One was all very mystical and said, “Look afar and see the end from the beginning.” Right, Master Po. You might lay off the baijiu some.
The other was utterly blank. Now how much more drop-dead Zen can you get than that?
Oh, wait: three. Then there was the time I got one that said, “You would make a good lawyer.” I complained to the proprietress about the insult, but she just couldn’t get it for the joke it was supposed to be. I’ll never do that again.
As a veteran of augury and propheteering I interpret this oracle to mean that while navigating a forkful of omelette to your mouth, it will instead fall onto your lap, and that will be the dog’s opportunity. Needless to say, the moment will be quite awkward.
I got one a while ago that read “You will have a very bright future.” So as of now, my future is not bright, but at some indeterminate point in the future, I can look forward to a bright future.
I got one that read “Avoid pimply-face salespeople for now.” I know this sounds like the kind of thing I’d make up, but it’s true. What I love most about that message is “…for now.”
Everytime I get a new telephone at work, I tape my most recent meaningful fortune to the phone. One of my favorites is “Management is doing things right. Leadership is doing the right things.”
I refused to leave a tip once when the fortune I received was “You will live in interesting times”. Not so far from the curse “May you live in interesting times”.
I got one that said “You will soon cross the great river”. In many cultures crossing the great river is what happens in the afterlife, so I found that rather disconcerting. One of my friends got one that said “tastes like chicken” that he keeps in his wallet now. Many of my friends like to add “in bed” to the end of their fortunes. I always seem to get fortunes about how I will soon get accolades for good work when we play that game.
Seems to me that you might have gotten an actual Chinese, or Chinese-informed, writer on that one: “crossing the great water/stream/river (depending on translations)” is a recurring image in the I Ching used to suggest major undertakings attended by risk, so in China it’s been a pretty familiar theme in such terms since antiquity and would be well-known even today for that, rather than instead as the metaphor for death not uncommon elsewhere. When the phrase appears in the I Ching one is usually informed that the times are such that one either may, or otherwise should not, attempt to “cross the great water” - such things are always advice and left to choice - so for as traditionally literary a reference as it might seem, the statement in your fortune that one “will” do so is a definite departure from the norm in the aforementioned classic. But then, it’s a fortune cookie.

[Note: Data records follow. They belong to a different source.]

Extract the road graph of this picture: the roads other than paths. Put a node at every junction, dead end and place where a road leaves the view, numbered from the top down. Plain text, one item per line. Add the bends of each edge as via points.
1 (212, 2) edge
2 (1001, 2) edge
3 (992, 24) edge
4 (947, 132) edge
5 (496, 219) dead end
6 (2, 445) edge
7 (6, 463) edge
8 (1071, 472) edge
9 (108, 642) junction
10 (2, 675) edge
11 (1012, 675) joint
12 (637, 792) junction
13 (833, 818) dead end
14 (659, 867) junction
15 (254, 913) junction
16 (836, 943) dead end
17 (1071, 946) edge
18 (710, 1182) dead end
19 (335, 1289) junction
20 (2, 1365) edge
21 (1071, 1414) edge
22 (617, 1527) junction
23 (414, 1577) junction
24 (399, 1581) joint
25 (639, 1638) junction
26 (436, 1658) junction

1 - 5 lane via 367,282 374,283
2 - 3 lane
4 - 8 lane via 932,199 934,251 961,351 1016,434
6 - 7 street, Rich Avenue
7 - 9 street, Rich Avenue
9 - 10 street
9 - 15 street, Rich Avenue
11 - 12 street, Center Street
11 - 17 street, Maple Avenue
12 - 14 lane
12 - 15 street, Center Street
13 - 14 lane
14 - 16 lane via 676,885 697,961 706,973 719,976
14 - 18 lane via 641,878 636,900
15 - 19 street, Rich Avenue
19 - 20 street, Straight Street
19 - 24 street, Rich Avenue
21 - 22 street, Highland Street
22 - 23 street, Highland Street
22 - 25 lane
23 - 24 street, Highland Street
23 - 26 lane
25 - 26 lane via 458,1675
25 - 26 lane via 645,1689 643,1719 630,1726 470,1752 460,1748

So ease your misgivings, and rest assured that odds are certainly not in favor of a prediction of your demise (that would be in supreme bad taste and unthinkable), but rather that whether you meant to or not, you would soon undertake an enterprise that will involve effort and/or risk, after which great results (may) await you.
I just think it is funny that what I have come to associate with Chinese food, the oyster pail, is primarily a US custom. I am sure everything else is authentic though.
Not the fortune cookie; what’s the saying? Invented by the Japanese, popularised by the Chinese, and consumed primarily by Americans. You won’t see 'em in China, though.